(Pose estimation data)
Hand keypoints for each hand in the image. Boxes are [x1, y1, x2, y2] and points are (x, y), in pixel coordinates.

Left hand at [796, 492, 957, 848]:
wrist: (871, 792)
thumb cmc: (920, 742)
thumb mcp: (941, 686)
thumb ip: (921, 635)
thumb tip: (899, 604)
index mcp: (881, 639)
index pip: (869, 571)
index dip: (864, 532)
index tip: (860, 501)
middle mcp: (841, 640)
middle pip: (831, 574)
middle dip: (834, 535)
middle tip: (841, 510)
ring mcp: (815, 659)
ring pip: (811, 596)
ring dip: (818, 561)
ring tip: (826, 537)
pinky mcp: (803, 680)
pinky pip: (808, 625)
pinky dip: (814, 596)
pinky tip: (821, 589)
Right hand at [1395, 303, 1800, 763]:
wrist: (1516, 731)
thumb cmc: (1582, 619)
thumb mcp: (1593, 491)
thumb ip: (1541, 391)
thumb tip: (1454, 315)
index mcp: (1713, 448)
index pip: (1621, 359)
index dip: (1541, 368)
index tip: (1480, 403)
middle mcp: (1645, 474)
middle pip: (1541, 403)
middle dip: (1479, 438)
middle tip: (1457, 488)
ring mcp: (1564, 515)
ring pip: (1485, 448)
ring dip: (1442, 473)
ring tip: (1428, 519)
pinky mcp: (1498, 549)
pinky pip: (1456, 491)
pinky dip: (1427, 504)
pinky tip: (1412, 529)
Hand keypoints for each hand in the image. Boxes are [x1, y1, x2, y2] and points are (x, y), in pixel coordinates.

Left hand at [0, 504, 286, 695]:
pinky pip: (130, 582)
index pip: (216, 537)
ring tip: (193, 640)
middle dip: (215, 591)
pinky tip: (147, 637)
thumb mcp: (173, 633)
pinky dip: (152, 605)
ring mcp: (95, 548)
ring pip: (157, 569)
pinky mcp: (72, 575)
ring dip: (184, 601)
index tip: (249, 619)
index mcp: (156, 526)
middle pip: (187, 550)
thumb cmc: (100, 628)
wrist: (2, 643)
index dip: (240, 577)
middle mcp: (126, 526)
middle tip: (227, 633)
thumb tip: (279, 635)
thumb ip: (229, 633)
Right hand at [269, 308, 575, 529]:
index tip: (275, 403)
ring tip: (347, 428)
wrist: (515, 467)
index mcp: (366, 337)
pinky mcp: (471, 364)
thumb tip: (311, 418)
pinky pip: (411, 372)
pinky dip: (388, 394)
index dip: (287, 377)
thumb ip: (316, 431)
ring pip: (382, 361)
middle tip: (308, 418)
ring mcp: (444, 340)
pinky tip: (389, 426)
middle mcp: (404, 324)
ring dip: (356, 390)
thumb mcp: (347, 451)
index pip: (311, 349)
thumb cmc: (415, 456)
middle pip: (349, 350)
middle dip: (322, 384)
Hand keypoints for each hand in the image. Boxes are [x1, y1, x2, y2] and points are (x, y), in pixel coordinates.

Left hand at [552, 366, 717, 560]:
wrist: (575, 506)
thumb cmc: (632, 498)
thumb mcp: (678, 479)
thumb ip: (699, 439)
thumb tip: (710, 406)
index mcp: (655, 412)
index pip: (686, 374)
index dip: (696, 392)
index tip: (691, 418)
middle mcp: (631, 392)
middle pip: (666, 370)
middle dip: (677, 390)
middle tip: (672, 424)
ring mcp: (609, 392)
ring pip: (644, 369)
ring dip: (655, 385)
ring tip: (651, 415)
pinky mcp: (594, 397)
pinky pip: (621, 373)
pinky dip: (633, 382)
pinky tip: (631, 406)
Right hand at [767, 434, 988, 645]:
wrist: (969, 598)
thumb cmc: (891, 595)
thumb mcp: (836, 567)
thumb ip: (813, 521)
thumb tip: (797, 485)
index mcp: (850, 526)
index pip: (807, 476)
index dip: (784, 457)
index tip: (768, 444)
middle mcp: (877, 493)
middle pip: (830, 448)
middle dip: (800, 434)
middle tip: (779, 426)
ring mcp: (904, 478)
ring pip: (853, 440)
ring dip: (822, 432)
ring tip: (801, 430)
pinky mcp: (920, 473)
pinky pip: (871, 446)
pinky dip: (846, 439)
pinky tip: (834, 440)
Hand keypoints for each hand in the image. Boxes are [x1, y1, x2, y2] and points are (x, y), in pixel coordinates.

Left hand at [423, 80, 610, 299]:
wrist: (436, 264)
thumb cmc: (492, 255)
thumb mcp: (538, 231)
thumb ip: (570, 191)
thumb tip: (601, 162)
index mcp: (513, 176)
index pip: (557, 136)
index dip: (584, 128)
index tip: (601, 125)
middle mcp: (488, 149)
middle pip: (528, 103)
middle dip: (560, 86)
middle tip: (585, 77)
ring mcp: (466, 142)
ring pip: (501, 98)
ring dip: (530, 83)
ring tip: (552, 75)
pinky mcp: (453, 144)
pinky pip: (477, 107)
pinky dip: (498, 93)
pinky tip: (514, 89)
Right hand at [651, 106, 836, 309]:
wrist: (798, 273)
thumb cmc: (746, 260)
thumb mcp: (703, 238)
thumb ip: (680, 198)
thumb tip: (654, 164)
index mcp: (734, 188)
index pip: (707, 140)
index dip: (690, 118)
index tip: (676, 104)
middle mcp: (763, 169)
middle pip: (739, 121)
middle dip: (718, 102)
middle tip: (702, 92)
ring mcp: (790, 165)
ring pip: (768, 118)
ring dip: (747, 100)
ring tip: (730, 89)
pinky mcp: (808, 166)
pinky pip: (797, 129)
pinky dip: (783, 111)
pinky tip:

• _TASK GOAL_
In your reply, restate exactly the lines from the start of the records above through the line holding "index pip: (311, 349)", including both, and nothing else.

• _RESPONSE TO THE TASK_
Hand keypoints for each hand in the image. Boxes are [x1, y1, x2, y2] and points are (x, y), in pixel coordinates.

Left hand at [796, 492, 957, 848]:
wrist: (871, 792)
thumb cmc: (920, 742)
thumb mcp: (941, 686)
thumb ip: (921, 635)
thumb tip: (899, 604)
index mcp: (881, 639)
index pip: (869, 571)
index dip: (864, 532)
index tip: (860, 501)
middle mcp: (841, 640)
middle pip: (831, 574)
middle dip: (834, 535)
middle tip: (841, 510)
ring mcp: (815, 659)
ring pip: (811, 596)
ring dip: (818, 561)
ring tip: (826, 537)
pinky mcp: (803, 680)
pinky pip: (808, 625)
pinky dip: (814, 596)
pinky tip: (821, 589)
Right hand at [1395, 303, 1800, 763]:
wrist: (1516, 731)
thumb cmc: (1582, 619)
thumb mcp: (1593, 491)
thumb ip: (1541, 391)
thumb tip: (1454, 315)
index mcp: (1713, 448)
index pip: (1621, 359)
index dip: (1541, 368)
index tip: (1480, 403)
middle mcp: (1645, 474)
middle pip: (1541, 403)
middle dip: (1479, 438)
middle tip: (1457, 488)
ring mcp: (1564, 515)
ring pip: (1485, 448)
ring dip: (1442, 473)
ring tip: (1428, 519)
pinky mcp: (1498, 549)
pinky pip: (1456, 491)
pinky dip: (1427, 504)
pinky tip: (1412, 529)
Hand keypoints for each hand in the image. Boxes are [x1, y1, x2, y2] and points are (x, y), in pixel coordinates.

Left hand at [0, 504, 286, 695]:
pinky pip: (130, 582)
index pip: (216, 537)
ring tip: (193, 640)
middle dip: (215, 591)
pinky tip: (147, 637)
thumb mcp: (173, 633)
pinky dip: (152, 605)
ring mcp: (95, 548)
ring pip: (157, 569)
pinky mcp: (72, 575)
ring dip: (184, 601)
index tip: (249, 619)
index mcp: (156, 526)
middle pip: (187, 550)
thumb cmc: (100, 628)
wrist: (2, 643)
index dip: (240, 577)
middle mcp: (126, 526)
middle tip: (227, 633)
thumb tip: (279, 635)
thumb ip: (229, 633)
Right hand at [269, 308, 575, 529]:
index tip: (275, 403)
ring tip: (347, 428)
wrist: (515, 467)
index mcp: (366, 337)
pinky mcp: (471, 364)
thumb tip: (311, 418)
pinky pip: (411, 372)
pinky dip: (388, 394)
index dip: (287, 377)
thumb ip: (316, 431)
ring pip: (382, 361)
middle tip: (308, 418)
ring mcp: (444, 340)
pinky tip: (389, 426)
middle mcp: (404, 324)
ring dip: (356, 390)
thumb mcp: (347, 451)
index pip: (311, 349)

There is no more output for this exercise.